:: Excerpted data

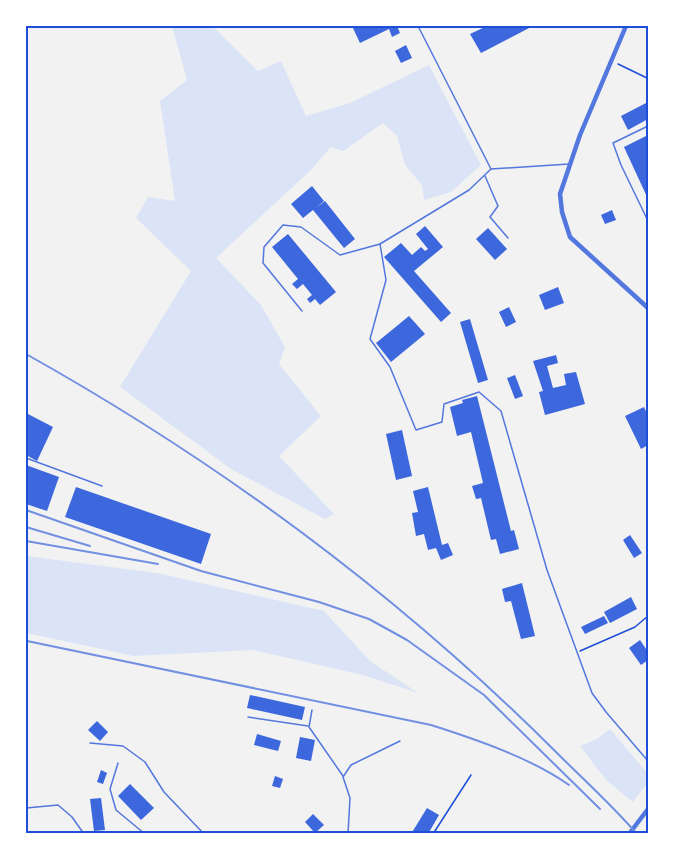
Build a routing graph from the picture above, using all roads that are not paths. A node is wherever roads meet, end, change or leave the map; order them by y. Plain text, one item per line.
1 (418, 26) edge
2 (626, 26) edge
3 (648, 126) edge
4 (569, 164) junction
5 (491, 169) junction
6 (485, 175) junction
7 (648, 221) edge
8 (508, 238) dead end
9 (380, 244) junction
10 (648, 308) edge
11 (302, 311) dead end
12 (26, 458) edge
13 (102, 486) dead end
14 (312, 710) dead end
15 (248, 717) dead end
16 (309, 726) junction
17 (400, 741) dead end
18 (90, 743) dead end
19 (648, 761) edge
20 (118, 763) dead end
21 (343, 777) junction
22 (26, 808) edge
23 (648, 809) edge
24 (84, 834) edge
25 (144, 834) edge
26 (204, 834) edge
27 (348, 834) edge
28 (629, 834) edge

1 - 5 lane
2 - 4 street
3 - 7 lane
4 - 5 lane
4 - 10 street
5 - 6 lane
6 - 8 lane
6 - 9 lane
9 - 11 lane
9 - 19 lane
12 - 13 lane
14 - 16 lane
15 - 16 lane
16 - 21 lane
17 - 21 lane
18 - 26 lane
20 - 25 lane
21 - 27 lane
22 - 24 lane
23 - 28 street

::::

Please copy the data shown above word for word, omitting the pictures.

Build a routing graph from the picture above, using all roads that are not paths. A node is wherever roads meet, end, change or leave the map; order them by y. Plain text, one item per line.
1 (418, 26) edge
2 (626, 26) edge
3 (648, 126) edge
4 (569, 164) junction
5 (491, 169) junction
6 (485, 175) junction
7 (648, 221) edge
8 (508, 238) dead end
9 (380, 244) junction
10 (648, 308) edge
11 (302, 311) dead end
12 (26, 458) edge
13 (102, 486) dead end
14 (312, 710) dead end
15 (248, 717) dead end
16 (309, 726) junction
17 (400, 741) dead end
18 (90, 743) dead end
19 (648, 761) edge
20 (118, 763) dead end
21 (343, 777) junction
22 (26, 808) edge
23 (648, 809) edge
24 (84, 834) edge
25 (144, 834) edge
26 (204, 834) edge
27 (348, 834) edge
28 (629, 834) edge

1 - 5 lane
2 - 4 street
3 - 7 lane
4 - 5 lane
4 - 10 street
5 - 6 lane
6 - 8 lane
6 - 9 lane
9 - 11 lane
9 - 19 lane
12 - 13 lane
14 - 16 lane
15 - 16 lane
16 - 21 lane
17 - 21 lane
18 - 26 lane
20 - 25 lane
21 - 27 lane
22 - 24 lane
23 - 28 street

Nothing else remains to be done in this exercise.